Question

Is the series `\sum_(n=1)^\infty\tan^-1(1/n)` absolutely convergent, conditionally convergent or divergent?

(Use the appropriate test.)

Answer 1

Divergent

Explanation:

`\tan^-1(1/n)` is that angle of a right-angled triangle with a unit opposite and an adjacent equal to `n`. As `n` increases, that angle decreases.
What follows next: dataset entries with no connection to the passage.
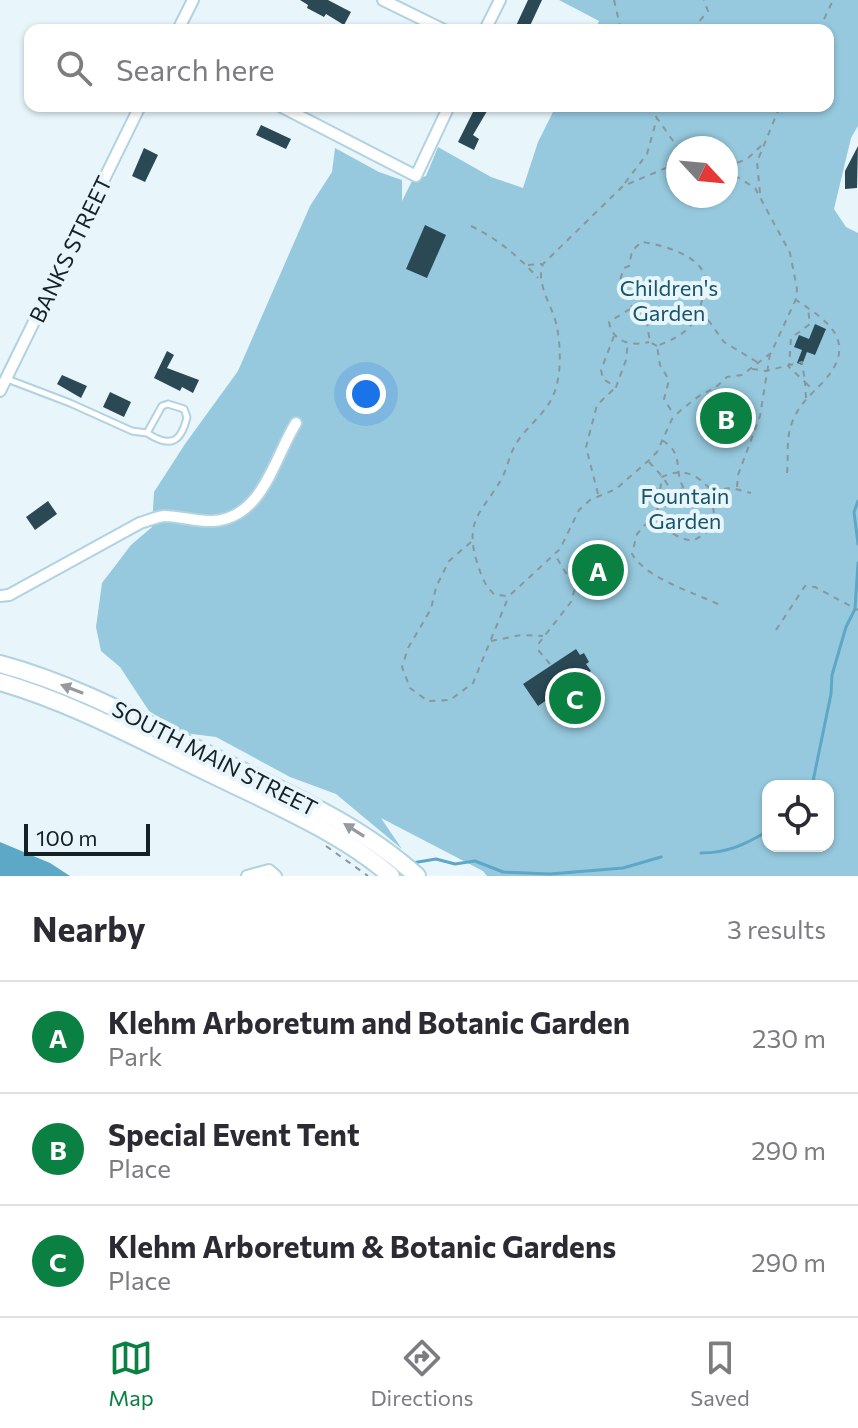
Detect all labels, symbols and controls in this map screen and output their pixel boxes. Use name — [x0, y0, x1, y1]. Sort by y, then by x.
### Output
search box — [24, 24, 834, 112]
icon: search — [52, 46, 96, 90]
text: Search here — [116, 50, 275, 87]
north arrow — [666, 136, 738, 208]
street label: BANKS STREET — [23, 171, 117, 327]
park label: Children's Garden — [620, 274, 718, 326]
your location — [346, 374, 386, 414]
pin: B — [700, 388, 752, 448]
park label: Fountain Garden — [641, 482, 729, 534]
pin: A — [572, 540, 624, 600]
pin: C — [549, 668, 601, 728]
one-way arrow — [60, 682, 84, 695]
street label: SOUTH MAIN STREET — [108, 695, 322, 821]
map controls — [762, 780, 834, 852]
button: locate — [762, 780, 834, 852]
scale bar — [24, 820, 150, 856]
one-way arrow — [344, 823, 365, 838]
text: 100 m — [36, 824, 98, 851]
text: Nearby — [32, 907, 146, 949]
text: 3 results — [727, 913, 826, 944]
text: Klehm Arboretum and Botanic Garden — [108, 1003, 630, 1040]
text: A — [49, 1022, 67, 1053]
text: 230 m — [752, 1022, 826, 1053]
text: Park — [108, 1040, 162, 1071]
text: Special Event Tent — [108, 1115, 360, 1152]
text: B — [49, 1134, 67, 1165]
text: 290 m — [751, 1134, 826, 1165]
text: Place — [108, 1152, 171, 1183]
text: Klehm Arboretum & Botanic Gardens — [108, 1227, 616, 1264]
text: C — [49, 1246, 67, 1277]
text: 290 m — [751, 1246, 826, 1277]
text: Place — [108, 1264, 171, 1295]
tab: Map — [108, 1336, 154, 1411]
tab: Directions — [370, 1336, 474, 1411]
tab: Saved — [690, 1336, 750, 1411]

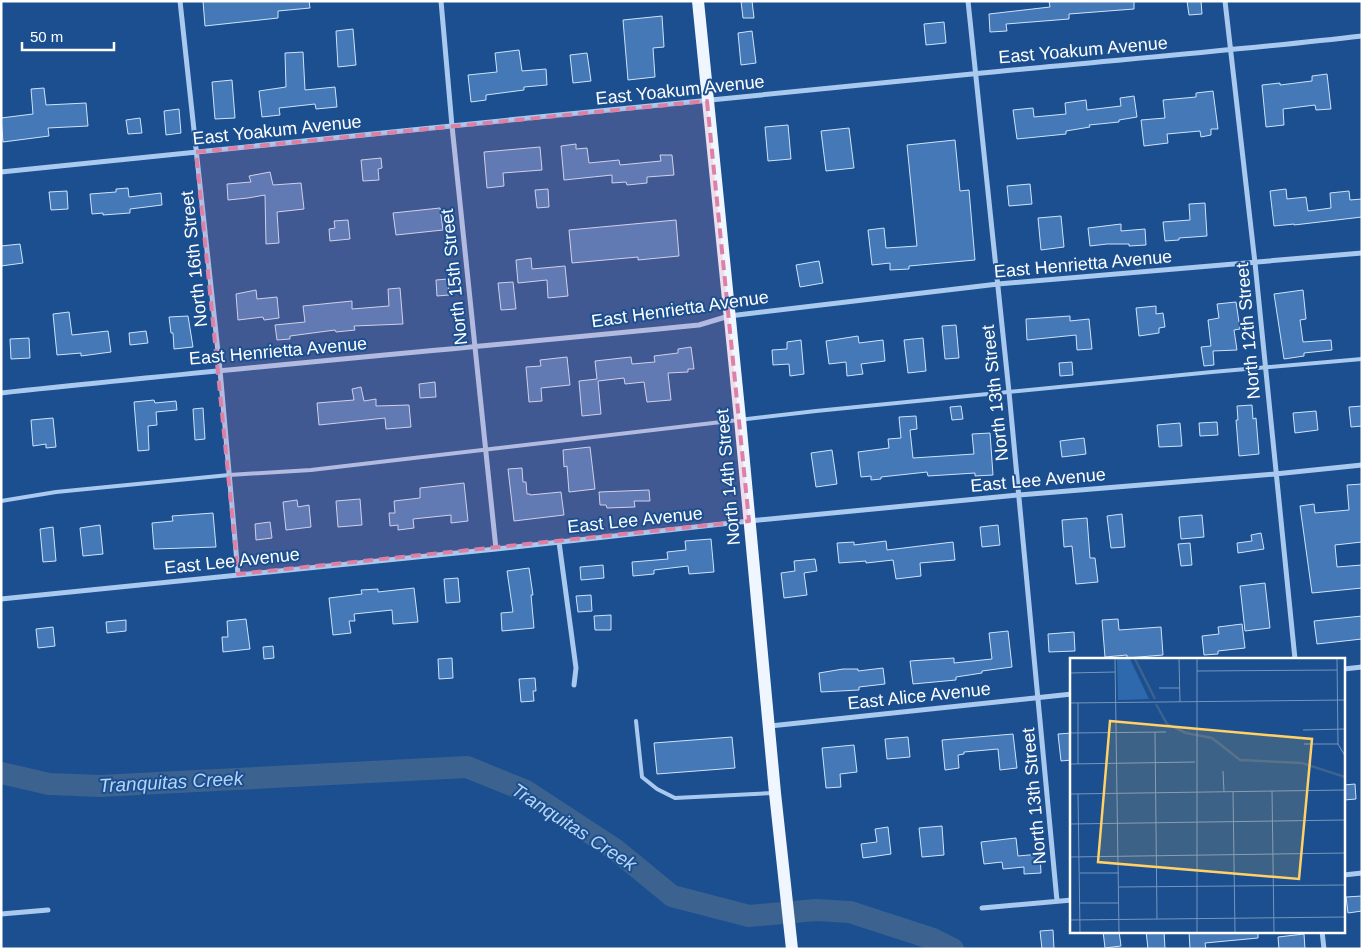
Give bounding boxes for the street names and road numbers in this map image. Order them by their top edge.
street label: East Yoakum Avenue [998,33,1168,67]
street label: East Yoakum Avenue [595,71,765,109]
street label: East Yoakum Avenue [192,111,362,149]
street label: North 16th Street [177,190,211,328]
street label: North 15th Street [437,208,471,346]
street label: East Henrietta Avenue [993,246,1173,282]
street label: North 12th Street [1232,262,1264,400]
street label: East Henrietta Avenue [590,287,770,331]
street label: North 13th Street [978,324,1012,462]
street label: East Henrietta Avenue [188,333,368,369]
street label: North 14th Street [712,408,744,546]
street label: East Lee Avenue [969,464,1107,496]
street label: East Lee Avenue [566,503,704,537]
street label: East Lee Avenue [163,544,301,578]
street label: East Alice Avenue [846,679,992,713]
street label: North 13th Street [1018,727,1050,865]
`implies` Use the integral test.

Setting it up for IBP (with the parenthesized hint):

`I = int_1^oo \ \tan^-1(1/x) \ d(x)`

`= (x tan^(-1)(1/x))_1^oo - int_1^oo \ x \ d(tan^-1(1/x) )`

Well-known:

• `d(tan^(-1) u) = 1/(1+ u^2) \du`

• `du = d(1/x) = - 1/x^2\ dx`

`implies I = (x tan^(-1)(1/x))_1^oo - int_1^oo \ x \ 1/(1+ (1/x)^2) \ (- 1/x^2) \ dx`

`= (x tan^(-1)(1/x))_1^oo + int_1^oo \ x/(x^2+ 1) \ dx`

`= (x tan^(-1)(1/x))_1^oo + 1/2 int_1^oo \ d( ln |x^2+ 1| )`

`= (x tan^(-1)(1/x) + \ 1/2 ln |x^2+ 1| \ )_1^(x to oo)`

The second term clearly tends toward `oo`, ie it diverges .

For the first term, we can apply L'Hôpital because:

`lim_(x to oo) x tan^(-1)(1/x) = lim_(x to oo) (tan^(-1)(1/x))/(1/x) (= 0/0 )`

Applying L'H:

`= lim_(x to oo) (1/(1+(1/x)^2)* (- 1/x^2))/(-1/x^2) = 1`

The integral diverges: and if the integral diverges, then the series does so as well.

Answer 2

Diverges by Limit Comparison Test.

Explanation:

The Integral Test can be used; however, this is a very ugly function to integrate.

So, let's use the Limit Comparison Test instead, which tells us if we have some sequence `b_n>=0` for all `n` and we know `sumb_n` converges or diverges, then we let

`c=lim_(n->oo)a_n/b_n`

And if `c>0neoo`, then both series either converge or diverge.

Let's compare the given series to `sum_(n=1)^oo1/n`. We know this harmonic series, in the form `sum1/n^p` with `p=1`, diverges by the `p-`series test.

So, let's use the Limit Comparison Test:

`c=lim_(n->oo)arctan(1/n)/(1/n)=arctan0/0=0/0`

This is an indeterminate form and we need to use l'Hospital's Rule.

Temporarily rewrite in terms of `x`, a differentiable variable, as `n` is not really differentiable, and differentiate numerator and denominator:

First, let's consider `d/dxarctan(1/x):`

In general, the derivative of the arctangent function is

`d/dxarctanx=1/(1+x^2)`

So, for our function, using the Chain Rule, we'll temporarily say that `u=1/x`, so, still differentiating with respect to `x` we get

`(du)/dxarctan(u)=1/(1+u^2)*(du)/dx`

`(du)/dx=d/dx1/x=d/dxx^-1=-x^-2=-1/x^2`

`u^2=(1/x)^2`

Thus,

`d/dxarctan(1/x)=-1/x^2*1/(1+(1/x)^2)`

`lim_(x->oo)arctan(1/x)/(1/x)=lim_(x->oo)(cancel(-1/x^2*)1/(1+(1/x)^2))/(cancel(-1/x^2))`

`=lim_(x->oo)1/(1+(1/x)^2)=1/1=1>0neoo`

Thus, `sum_(n=1)^ooarctan(1/n)` must also diverge by the Limit Comparison Test.